A brief comparison with other approaches

The approach proposed in this thesis is not the only endeavor that is motivated, in a sense, by discontent with classical approaches to language and logic. Although the motivation of this thesis cannot be wholly attributed to such discontent, it may be helpful to briefly compare the merits/shortcomings of other ``revolting'' theories.

For one thing, classical approaches are symbolic and top-down, and use the classical Turing machine (computer) as a metaphor of human mind. More importantly, these accounts, explicitly or implicitly, assume a Cartesian dualist stance. In this case one is obliged to take an anti-naturalist philosophical position regarding mind. Partially driven by the need for a descriptive and naturalist account, the alternatives (the so-called soft-computing models) address the shortcomings of the classical approaches and try to build theories which are more or less bottom-up.

For instance, observing that human thinking is very often ``fuzzy,'' fuzzy logic [70] replaces the set theory underlying classical logic with a ``fuzzy set theory.'' In this regard, fuzzy logic offers certain insights into the fundamental characteristic of human reasoning. However, in fuzzy logic theory, while the fuzziness of human reasoning is correctly identified, it lacks a theoretic framework explaining why the member function is a monotonic real mapping with the range of $[0,1]$. Furthermore, the continuity of the real-numbered member function is obviously at odds with sophisticated human reasoning -- at least when a verbal or mathematical argument is expressed.
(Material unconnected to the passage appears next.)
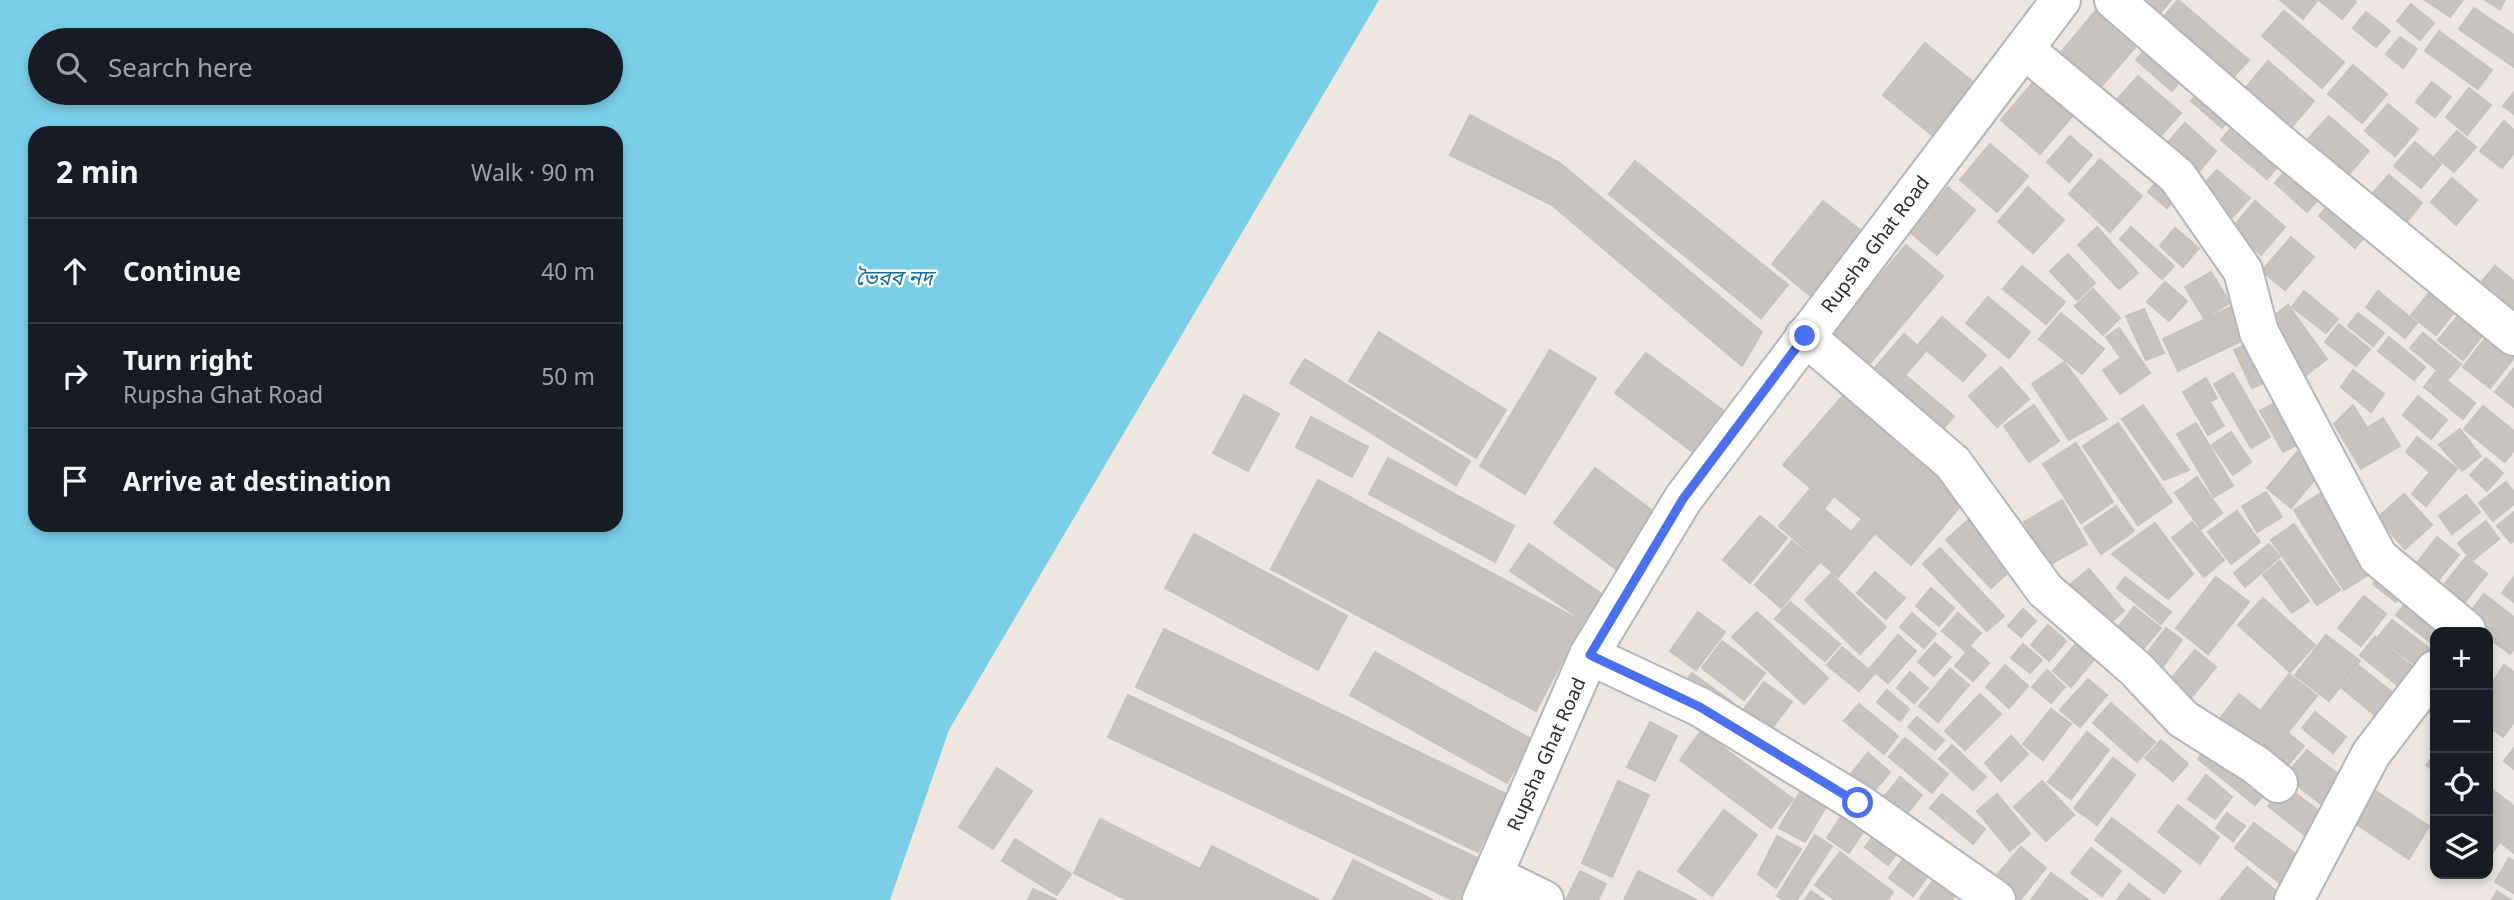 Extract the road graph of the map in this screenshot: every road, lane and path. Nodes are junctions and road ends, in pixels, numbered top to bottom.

In this sense, fuzzy logic can be at best regarded as an extension of (classical) physiological reflection (as in the example of arms, which can be treated as an automatic control system with feedbacks) to some mental tasks. A more severe problem lies perhaps in its implicit dualist stance, in which the ``member-of'' and other symbolic concepts are given from without. In fact, even if one can think of a thing being ``$0.51$ big'' (call it big) the thing cannot be ``less than $0.51$ big'' (call it medium) anymore. So being ``$0.51$ big" and being ``less than $0.51$ big'' is a crisp distribution. For students of fuzzy logic, it seems that symbols, as particular categories to which an entity (or a state of affairs) belongs, must be something innate to the human mind. In this sense, fuzzy logic remains a top-down theory and does not offer a bottom-up account of why the brain functions the way it does.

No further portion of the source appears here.